Conforme a própria interpretação do município, não haverá aplicação de multa pois previsão contratual prevê pagamento de multa só para notas fiscais que foram emitidas, o que não ocorreu pelos procedimentos prévios necessários não terem sido efetivados.
A prefeitura de Magé, no Rio de Janeiro, fez a contratação do cantor na última quarta-feira, 26, para apresentação no aniversário de 457 anos do município, em junho, pelo valor de R$ 1.004.000,00.
O contrato milionário chamou atenção do MPRJ (Ministério Público do Rio de Janeiro), pois recebeu denúncias para apurar a contratação. “A 2ª Promotoria de Justiça de Tutela Coletiva de Magé informa que a partir de representações/ouvidorias relativas aos gastos com a festa de aniversário da cidade de Magé, foi instaurado inquérito civil para apurar os fatos narrados nas denúncias”, informa o órgão em nota ao Splash, do UOL.
A apresentação, agendada para 8 de junho, vai ser a abertura do aniversário da cidade. Além do show de Gusttavo Lima por R$ 1.004.000,00, também vão se apresentar o cantor Belo, com um contrato de R$ 180 mil, e a Pastora Midian Lima, com cachê de R$ 75 mil.
COMO TUDO COMEÇOU
Essa história de cachês sendo pagos com dinheiro público ficou em evidência logo depois das invertidas de Zé Neto, da dupla com Cristiano, à Anitta, durante um de seus shows, que aconteceu dia 12 de maio deste ano.
“Nós somos artistas e não dependemos de Lei Rouanet, nosso cachê quem paga é o povo. A gente não precisa fazer tatuagem no ‘toba’ para mostrar se a gente está bem ou não. A gente simplesmente vem aqui e canta e o Brasil inteiro canta com a gente”, disse Zé Neto na ocasião.

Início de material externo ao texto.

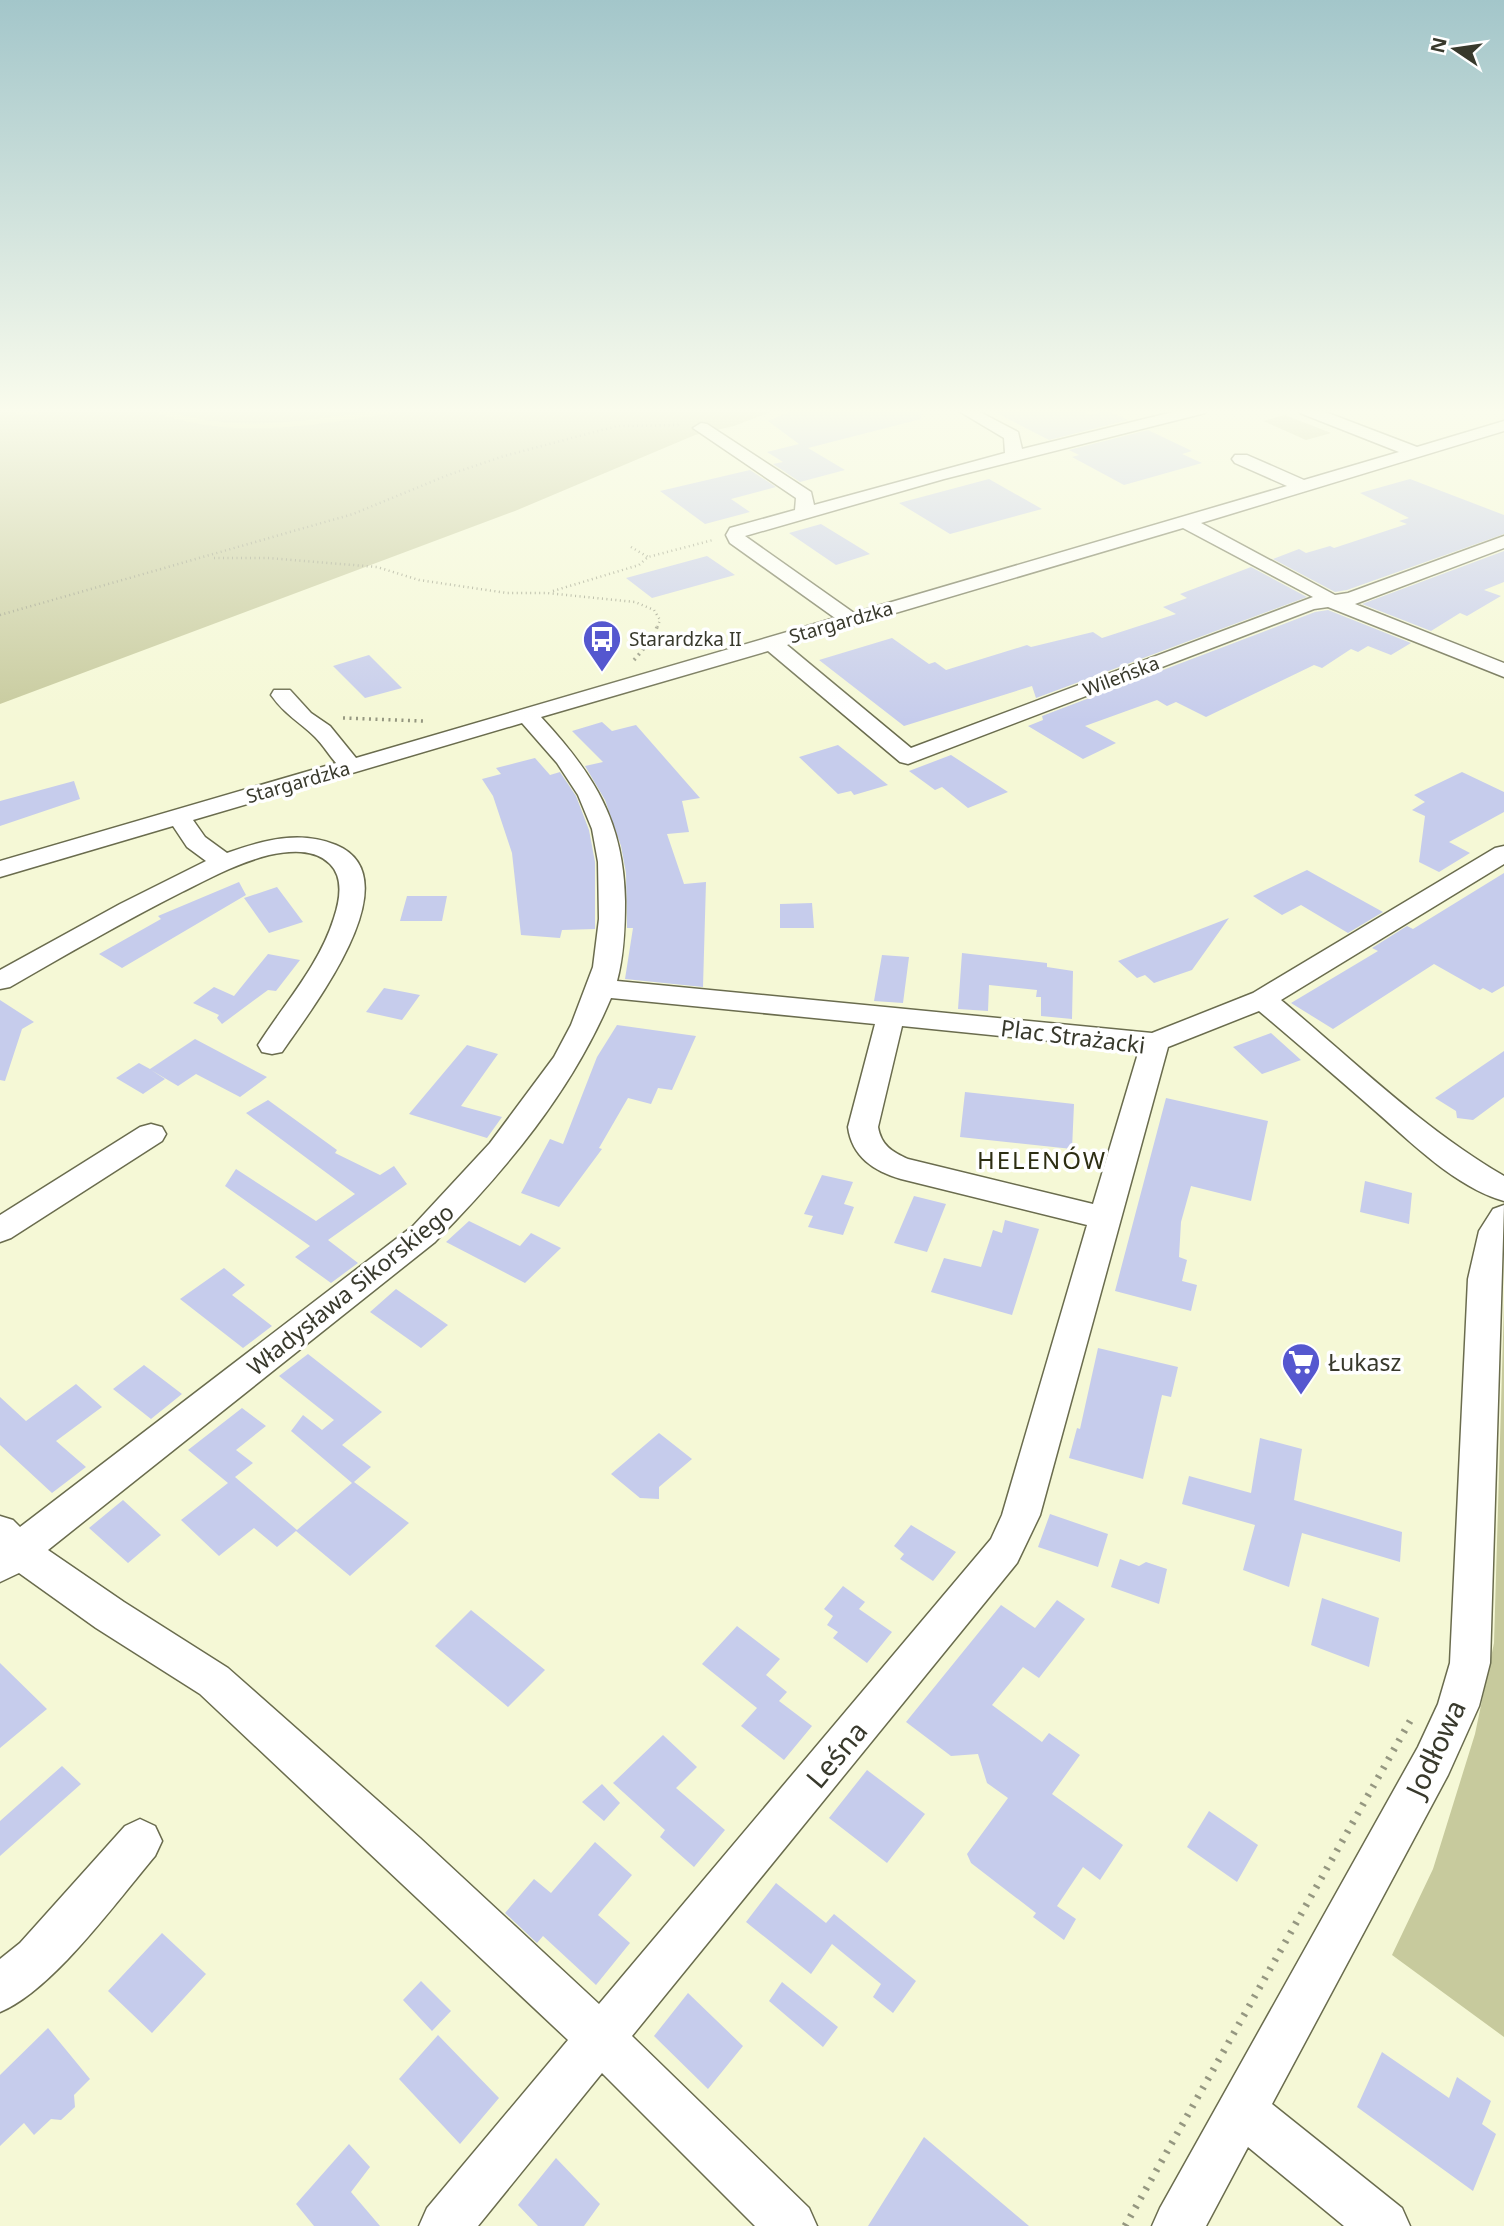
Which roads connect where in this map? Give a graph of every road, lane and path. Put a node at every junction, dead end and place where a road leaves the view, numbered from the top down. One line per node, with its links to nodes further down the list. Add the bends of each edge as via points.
1 (353, 514): 9 (path)
2 (801, 514): 5 (street)
3 (1214, 514): 4 (street, Stargardzka)
4 (1185, 523): 11 (street); 13 (street, Stargardzka)
5 (735, 536): 8 (path); 13 (street)
6 (1504, 542): 11 (street, Wileńska)
7 (631, 547): 8 (path)
8 (648, 557): 10 (path, via 639,565)
9 (199, 560): 10 (path, via 268,558 377,566 419,580 507,593); 12 (path)
10 (547, 593): 15 (path, via 635,602 654,610 660,620 653,638)
11 (1332, 602): 14 (street, Wileńska, via 1311,603 908,757); 16 (street)
12 (0, 614)
13 (850, 619): 14 (street, Stargardzka)
14 (770, 642): 18 (street, Stargardzka)
15 (631, 664)
16 (1504, 671)
17 (282, 695): 19 (street, via 322,731)
18 (527, 715): 19 (street, Stargardzka); 25 (street, Władysława Sikorskiego, via 586,789 603,825 612,867 612,906)
19 (351, 766): 20 (street, Stargardzka)
20 (179, 817): 22 (street, via 196,842); 23 (street, Stargardzka)
21 (1504, 853): 26 (street)
22 (224, 862): 24 (street, via 130,907); 29 (street, via 281,845 324,848 341,857 355,884 342,932)
23 (0, 869)
24 (0, 981)
25 (601, 988): 27 (street, Plac Strażacki); 35 (street, Władysława Sikorskiego, via 542,1096 481,1177 424,1234)
26 (1263, 999): 28 (street); 31 (street, via 1421,1134)
27 (891, 1015): 28 (street, Plac Strażacki); 33 (street, via 863,1127 867,1144 876,1154 901,1168)
28 (1155, 1042): 33 (street, Plac Strażacki)
29 (272, 1045)
30 (150, 1133): 34 (street)
31 (1504, 1190)
32 (1504, 1217): 40 (street, Jodłowa, via 1495,1231 1483,1279 1474,1601 1470,1663 1458,1706 1433,1761)
33 (1104, 1218): 39 (street, Leśna, via 1021,1515 1004,1551)
34 (0, 1230)
35 (6, 1549): 39 (street, via 214,1681)
36 (1417, 1709): 43 (path)
37 (140, 1841): 38 (street, via 36,1959)
38 (0, 1989)
39 (601, 2039): 41 (street, Leśna); 42 (street)
40 (1242, 2111): 44 (street, Jodłowa); 45 (street)
41 (445, 2226)
42 (791, 2226)
43 (1125, 2226)
44 (1178, 2226)
45 (1384, 2226)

Na apresentação de Sorriso (MT), o cantor também criticou a Lei Rouanet, uma bandeira levantada e defendida por Jair Bolsonaro (PL), que foi o candidato escolhido pela dupla sertaneja para fazer campanha eleitoral em 2018.

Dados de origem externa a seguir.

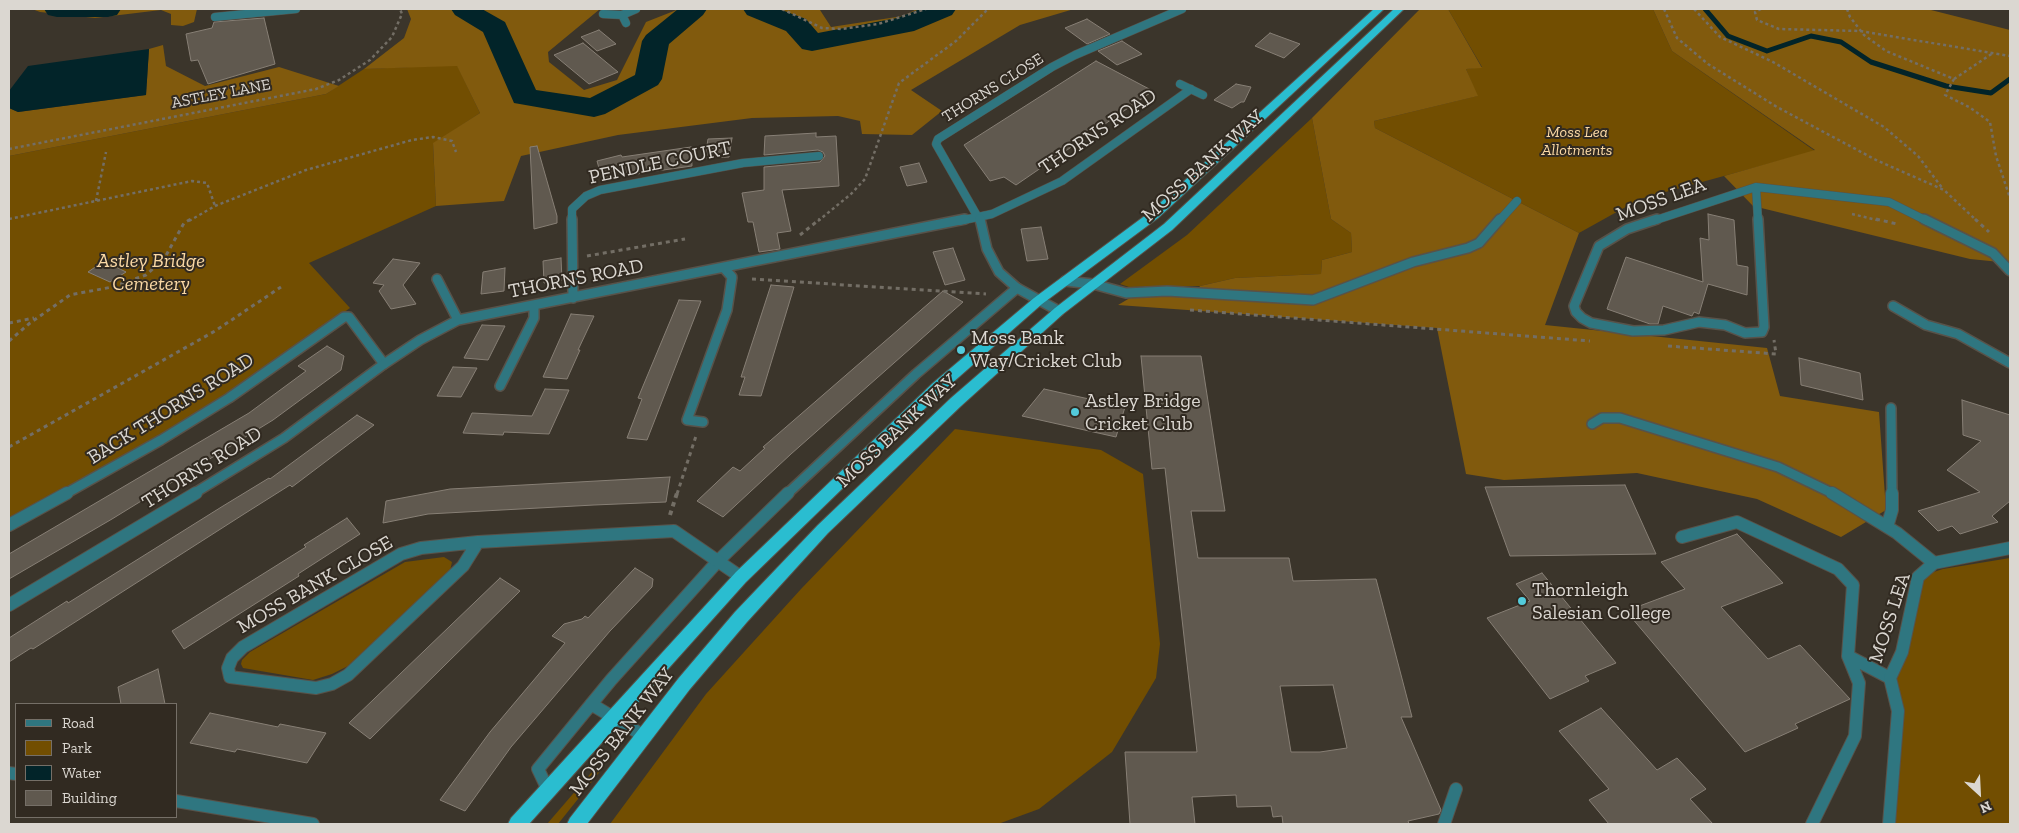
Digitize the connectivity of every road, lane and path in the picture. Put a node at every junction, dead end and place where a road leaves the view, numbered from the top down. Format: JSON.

No entanto, o show daquela noite, que aconteceu em 12 de maio, foi pago com dinheiro público advindos do cofre da Prefeitura de Sorriso, no Mato Grosso.

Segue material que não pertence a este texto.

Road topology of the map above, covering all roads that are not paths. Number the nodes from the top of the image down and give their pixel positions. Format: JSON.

Depois da polêmica instaurada, não demorou muito para a imprensa expor que Zé Neto e Cristiano faturaram pelo menos R$ 3 milhões com shows pagos por prefeituras pelo país. No show em Sorriso (MT), em que criticou uma lei que ajuda artistas e o incentivo à cultura, eles receberam R$ 400 mil. Foi descoberto que eles ganharam R$ 250 mil de Itabaiana (SE), R$ 253 mil de Colina (SP) e R$ 320 mil de Uruana (GO).
Artistas de todos os gêneros musicais já foram ou estão sendo contratados e pagos com dinheiro público, porém a grande problemática desse esquema é a conta final não bater.
Para existir um equilíbrio econômico, a cidade contratante precisa ter o mínimo de devolutiva financeira e prefeitura responsável pelo evento precisa fazer os cálculos para pagar um valor justo ao artista que se apresenta.
E foi justamente esse ponto que pegou principalmente para Gusttavo Lima.